DATASET EXTRACT:
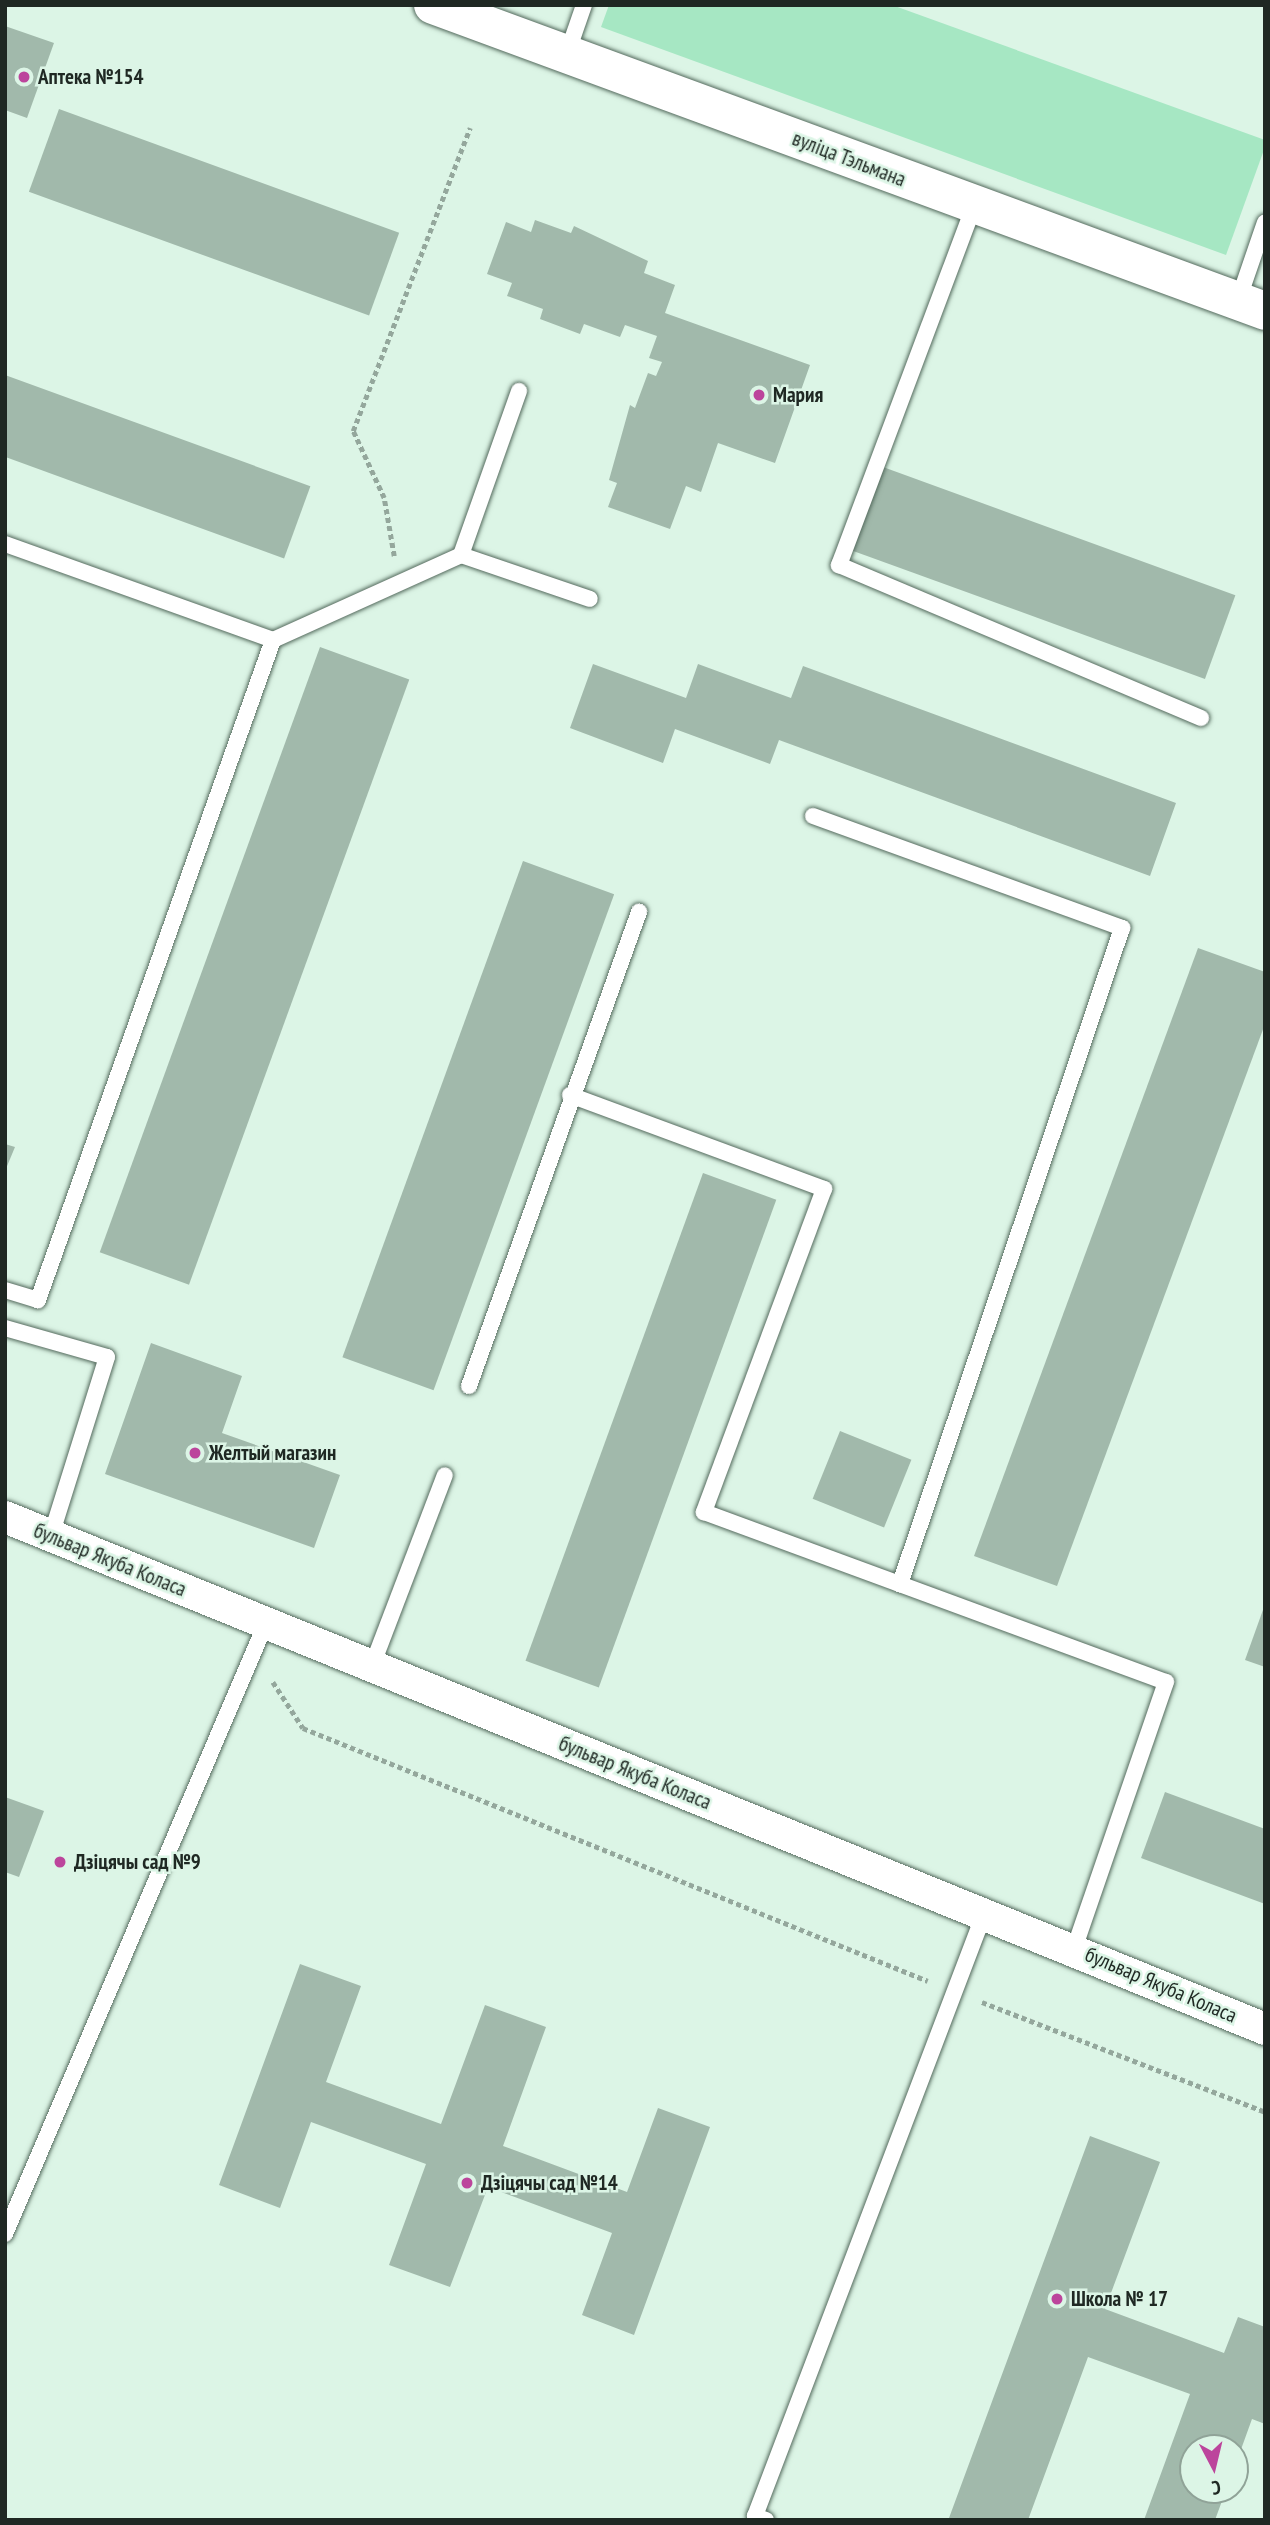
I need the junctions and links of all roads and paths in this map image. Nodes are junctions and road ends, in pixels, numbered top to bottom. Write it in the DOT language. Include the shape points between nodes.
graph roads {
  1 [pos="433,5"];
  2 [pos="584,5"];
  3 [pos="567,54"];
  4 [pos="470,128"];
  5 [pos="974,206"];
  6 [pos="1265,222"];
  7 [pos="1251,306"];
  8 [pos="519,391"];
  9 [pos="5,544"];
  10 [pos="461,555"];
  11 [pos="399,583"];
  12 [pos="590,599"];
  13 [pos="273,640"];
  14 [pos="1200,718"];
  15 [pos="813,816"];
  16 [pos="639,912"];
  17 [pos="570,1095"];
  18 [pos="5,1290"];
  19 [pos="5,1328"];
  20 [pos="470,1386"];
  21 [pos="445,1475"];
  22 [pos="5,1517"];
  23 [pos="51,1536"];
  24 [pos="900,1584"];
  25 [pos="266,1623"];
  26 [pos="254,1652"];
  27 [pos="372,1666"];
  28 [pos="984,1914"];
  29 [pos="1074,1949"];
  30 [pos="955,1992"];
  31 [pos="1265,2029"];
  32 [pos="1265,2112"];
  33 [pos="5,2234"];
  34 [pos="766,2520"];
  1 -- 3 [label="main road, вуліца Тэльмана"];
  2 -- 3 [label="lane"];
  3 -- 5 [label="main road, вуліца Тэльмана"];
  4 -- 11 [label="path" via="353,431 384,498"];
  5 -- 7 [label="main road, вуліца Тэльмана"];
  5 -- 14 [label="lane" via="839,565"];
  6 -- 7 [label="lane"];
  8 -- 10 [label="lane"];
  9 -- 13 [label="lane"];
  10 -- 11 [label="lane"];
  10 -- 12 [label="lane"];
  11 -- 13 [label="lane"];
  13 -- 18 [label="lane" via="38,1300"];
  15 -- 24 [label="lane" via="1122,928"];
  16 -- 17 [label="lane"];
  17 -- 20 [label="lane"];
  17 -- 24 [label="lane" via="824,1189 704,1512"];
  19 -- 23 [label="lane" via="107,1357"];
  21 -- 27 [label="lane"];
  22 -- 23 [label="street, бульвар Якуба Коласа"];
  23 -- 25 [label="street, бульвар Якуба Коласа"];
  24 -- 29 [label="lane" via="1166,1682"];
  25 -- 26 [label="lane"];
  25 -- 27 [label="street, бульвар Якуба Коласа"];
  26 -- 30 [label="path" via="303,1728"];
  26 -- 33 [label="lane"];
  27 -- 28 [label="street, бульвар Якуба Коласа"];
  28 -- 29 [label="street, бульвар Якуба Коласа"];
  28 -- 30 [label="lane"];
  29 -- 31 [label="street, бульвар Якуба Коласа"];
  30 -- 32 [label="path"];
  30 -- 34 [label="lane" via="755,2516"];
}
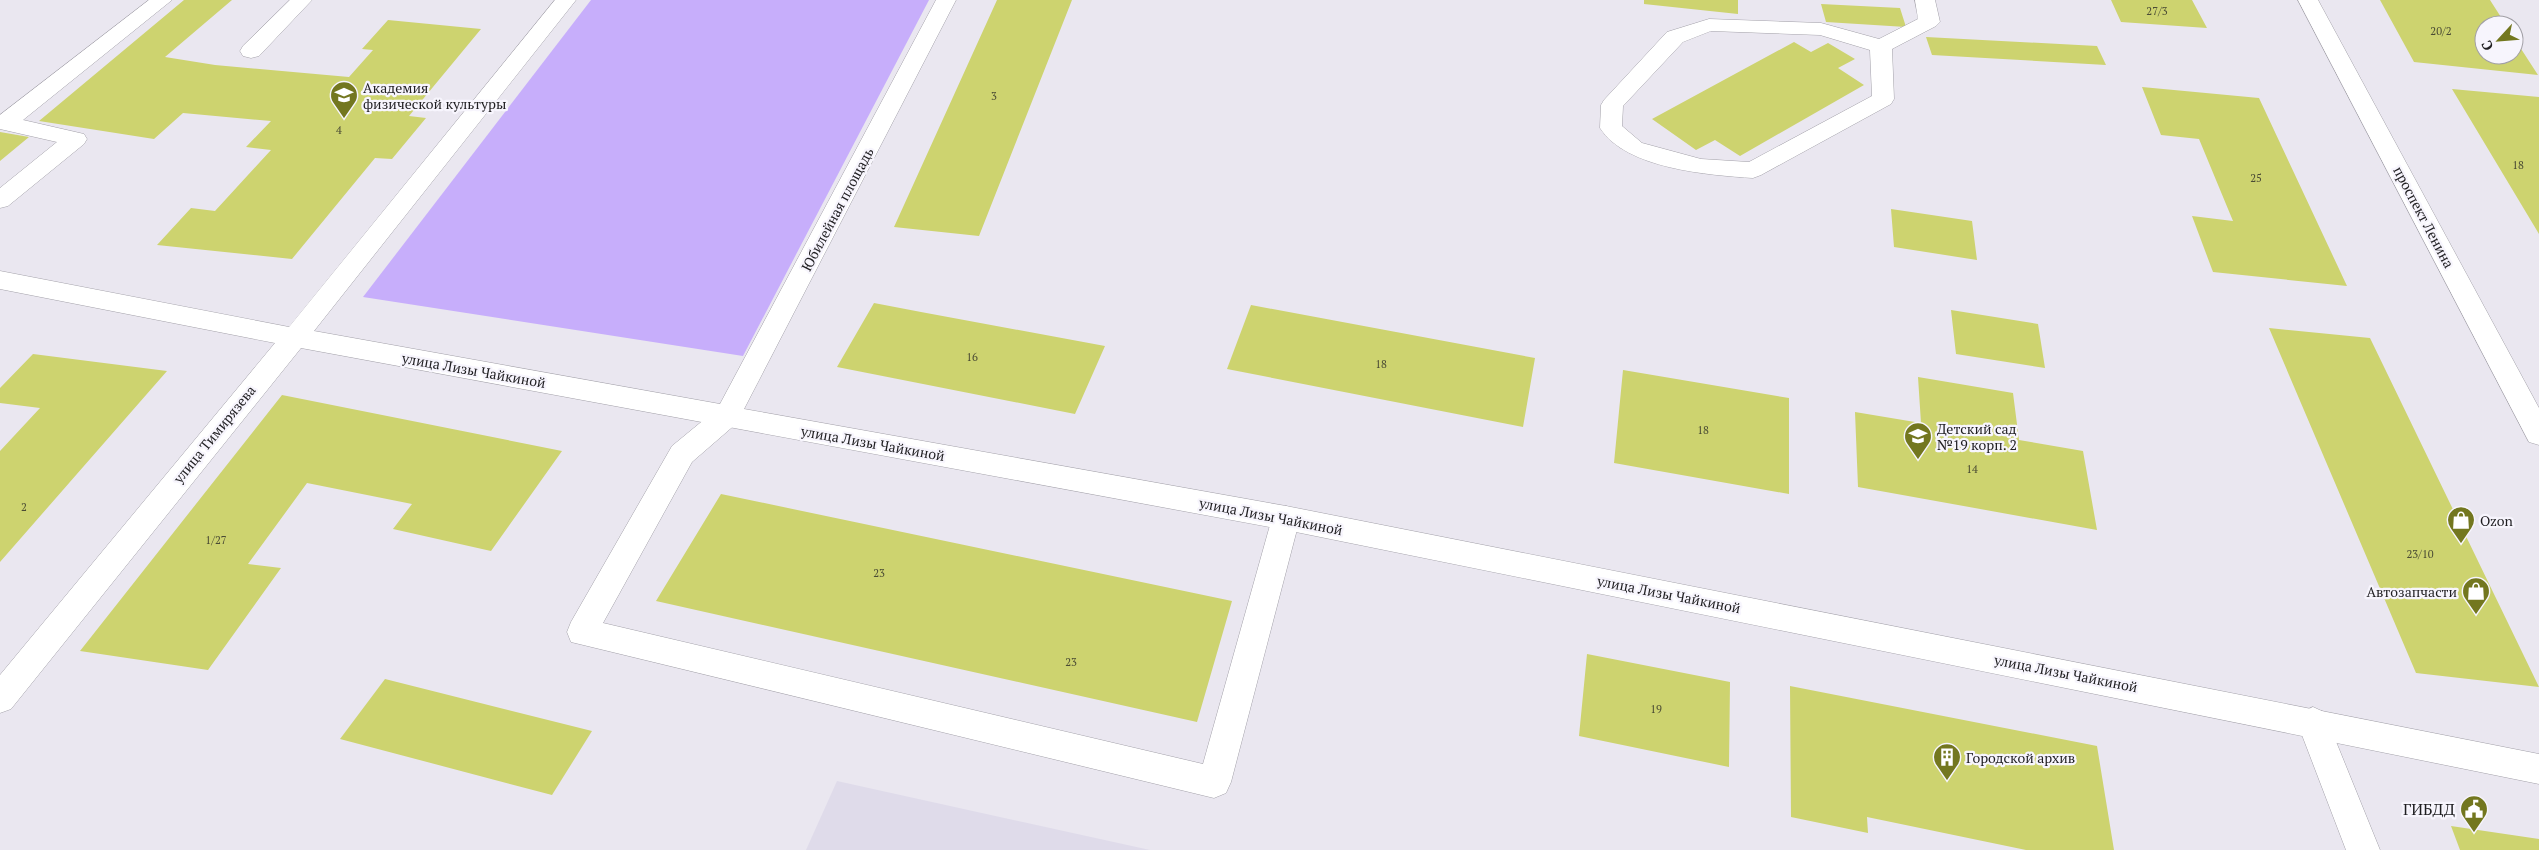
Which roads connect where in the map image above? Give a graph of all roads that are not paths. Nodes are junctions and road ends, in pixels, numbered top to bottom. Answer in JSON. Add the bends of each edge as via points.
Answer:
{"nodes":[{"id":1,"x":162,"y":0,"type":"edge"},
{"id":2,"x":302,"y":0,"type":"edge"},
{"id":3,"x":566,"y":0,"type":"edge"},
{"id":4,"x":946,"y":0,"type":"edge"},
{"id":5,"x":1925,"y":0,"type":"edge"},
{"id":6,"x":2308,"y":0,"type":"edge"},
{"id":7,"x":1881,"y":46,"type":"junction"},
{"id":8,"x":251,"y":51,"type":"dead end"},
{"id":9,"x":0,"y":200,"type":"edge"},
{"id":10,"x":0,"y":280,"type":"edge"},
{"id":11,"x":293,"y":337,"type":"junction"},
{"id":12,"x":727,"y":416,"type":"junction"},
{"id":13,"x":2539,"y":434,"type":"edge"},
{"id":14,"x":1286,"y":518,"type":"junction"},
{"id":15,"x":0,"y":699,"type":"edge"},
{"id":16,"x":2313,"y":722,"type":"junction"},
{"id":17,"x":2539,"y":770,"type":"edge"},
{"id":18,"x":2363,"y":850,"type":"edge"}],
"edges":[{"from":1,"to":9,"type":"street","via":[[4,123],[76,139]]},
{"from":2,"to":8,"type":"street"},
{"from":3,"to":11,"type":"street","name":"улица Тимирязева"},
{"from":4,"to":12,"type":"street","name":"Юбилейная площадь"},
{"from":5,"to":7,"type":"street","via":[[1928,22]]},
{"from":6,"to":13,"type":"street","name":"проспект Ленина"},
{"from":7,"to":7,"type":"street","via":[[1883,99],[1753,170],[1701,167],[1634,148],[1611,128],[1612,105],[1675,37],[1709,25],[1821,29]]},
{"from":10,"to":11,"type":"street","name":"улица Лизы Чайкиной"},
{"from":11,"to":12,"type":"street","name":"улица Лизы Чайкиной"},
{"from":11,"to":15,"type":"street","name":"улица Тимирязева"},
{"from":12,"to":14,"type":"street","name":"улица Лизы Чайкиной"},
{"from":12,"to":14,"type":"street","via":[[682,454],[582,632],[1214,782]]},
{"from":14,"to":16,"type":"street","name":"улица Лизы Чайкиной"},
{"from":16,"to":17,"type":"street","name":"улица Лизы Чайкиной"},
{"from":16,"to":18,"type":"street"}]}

WORK INSTRUCTION:
All that is needed is the data above, repeated exactly, without the pictures.

EXERCISE SOLUTION:
I need the junctions and links of all roads and paths in this map image. Nodes are junctions and road ends, in pixels, numbered top to bottom. Write it in the DOT language. Include the shape points between nodes.
graph roads {
  1 [pos="433,5"];
  2 [pos="584,5"];
  3 [pos="567,54"];
  4 [pos="470,128"];
  5 [pos="974,206"];
  6 [pos="1265,222"];
  7 [pos="1251,306"];
  8 [pos="519,391"];
  9 [pos="5,544"];
  10 [pos="461,555"];
  11 [pos="399,583"];
  12 [pos="590,599"];
  13 [pos="273,640"];
  14 [pos="1200,718"];
  15 [pos="813,816"];
  16 [pos="639,912"];
  17 [pos="570,1095"];
  18 [pos="5,1290"];
  19 [pos="5,1328"];
  20 [pos="470,1386"];
  21 [pos="445,1475"];
  22 [pos="5,1517"];
  23 [pos="51,1536"];
  24 [pos="900,1584"];
  25 [pos="266,1623"];
  26 [pos="254,1652"];
  27 [pos="372,1666"];
  28 [pos="984,1914"];
  29 [pos="1074,1949"];
  30 [pos="955,1992"];
  31 [pos="1265,2029"];
  32 [pos="1265,2112"];
  33 [pos="5,2234"];
  34 [pos="766,2520"];
  1 -- 3 [label="main road, вуліца Тэльмана"];
  2 -- 3 [label="lane"];
  3 -- 5 [label="main road, вуліца Тэльмана"];
  4 -- 11 [label="path" via="353,431 384,498"];
  5 -- 7 [label="main road, вуліца Тэльмана"];
  5 -- 14 [label="lane" via="839,565"];
  6 -- 7 [label="lane"];
  8 -- 10 [label="lane"];
  9 -- 13 [label="lane"];
  10 -- 11 [label="lane"];
  10 -- 12 [label="lane"];
  11 -- 13 [label="lane"];
  13 -- 18 [label="lane" via="38,1300"];
  15 -- 24 [label="lane" via="1122,928"];
  16 -- 17 [label="lane"];
  17 -- 20 [label="lane"];
  17 -- 24 [label="lane" via="824,1189 704,1512"];
  19 -- 23 [label="lane" via="107,1357"];
  21 -- 27 [label="lane"];
  22 -- 23 [label="street, бульвар Якуба Коласа"];
  23 -- 25 [label="street, бульвар Якуба Коласа"];
  24 -- 29 [label="lane" via="1166,1682"];
  25 -- 26 [label="lane"];
  25 -- 27 [label="street, бульвар Якуба Коласа"];
  26 -- 30 [label="path" via="303,1728"];
  26 -- 33 [label="lane"];
  27 -- 28 [label="street, бульвар Якуба Коласа"];
  28 -- 29 [label="street, бульвар Якуба Коласа"];
  28 -- 30 [label="lane"];
  29 -- 31 [label="street, бульвар Якуба Коласа"];
  30 -- 32 [label="path"];
  30 -- 34 [label="lane" via="755,2516"];
}
Which roads connect where in the map image above? Give a graph of all roads that are not paths. Nodes are junctions and road ends, in pixels, numbered top to bottom. Answer in JSON. Add the bends of each edge as via points.
Answer:
{"nodes":[{"id":1,"x":162,"y":0,"type":"edge"},
{"id":2,"x":302,"y":0,"type":"edge"},
{"id":3,"x":566,"y":0,"type":"edge"},
{"id":4,"x":946,"y":0,"type":"edge"},
{"id":5,"x":1925,"y":0,"type":"edge"},
{"id":6,"x":2308,"y":0,"type":"edge"},
{"id":7,"x":1881,"y":46,"type":"junction"},
{"id":8,"x":251,"y":51,"type":"dead end"},
{"id":9,"x":0,"y":200,"type":"edge"},
{"id":10,"x":0,"y":280,"type":"edge"},
{"id":11,"x":293,"y":337,"type":"junction"},
{"id":12,"x":727,"y":416,"type":"junction"},
{"id":13,"x":2539,"y":434,"type":"edge"},
{"id":14,"x":1286,"y":518,"type":"junction"},
{"id":15,"x":0,"y":699,"type":"edge"},
{"id":16,"x":2313,"y":722,"type":"junction"},
{"id":17,"x":2539,"y":770,"type":"edge"},
{"id":18,"x":2363,"y":850,"type":"edge"}],
"edges":[{"from":1,"to":9,"type":"street","via":[[4,123],[76,139]]},
{"from":2,"to":8,"type":"street"},
{"from":3,"to":11,"type":"street","name":"улица Тимирязева"},
{"from":4,"to":12,"type":"street","name":"Юбилейная площадь"},
{"from":5,"to":7,"type":"street","via":[[1928,22]]},
{"from":6,"to":13,"type":"street","name":"проспект Ленина"},
{"from":7,"to":7,"type":"street","via":[[1883,99],[1753,170],[1701,167],[1634,148],[1611,128],[1612,105],[1675,37],[1709,25],[1821,29]]},
{"from":10,"to":11,"type":"street","name":"улица Лизы Чайкиной"},
{"from":11,"to":12,"type":"street","name":"улица Лизы Чайкиной"},
{"from":11,"to":15,"type":"street","name":"улица Тимирязева"},
{"from":12,"to":14,"type":"street","name":"улица Лизы Чайкиной"},
{"from":12,"to":14,"type":"street","via":[[682,454],[582,632],[1214,782]]},
{"from":14,"to":16,"type":"street","name":"улица Лизы Чайкиной"},
{"from":16,"to":17,"type":"street","name":"улица Лизы Чайкиной"},
{"from":16,"to":18,"type":"street"}]}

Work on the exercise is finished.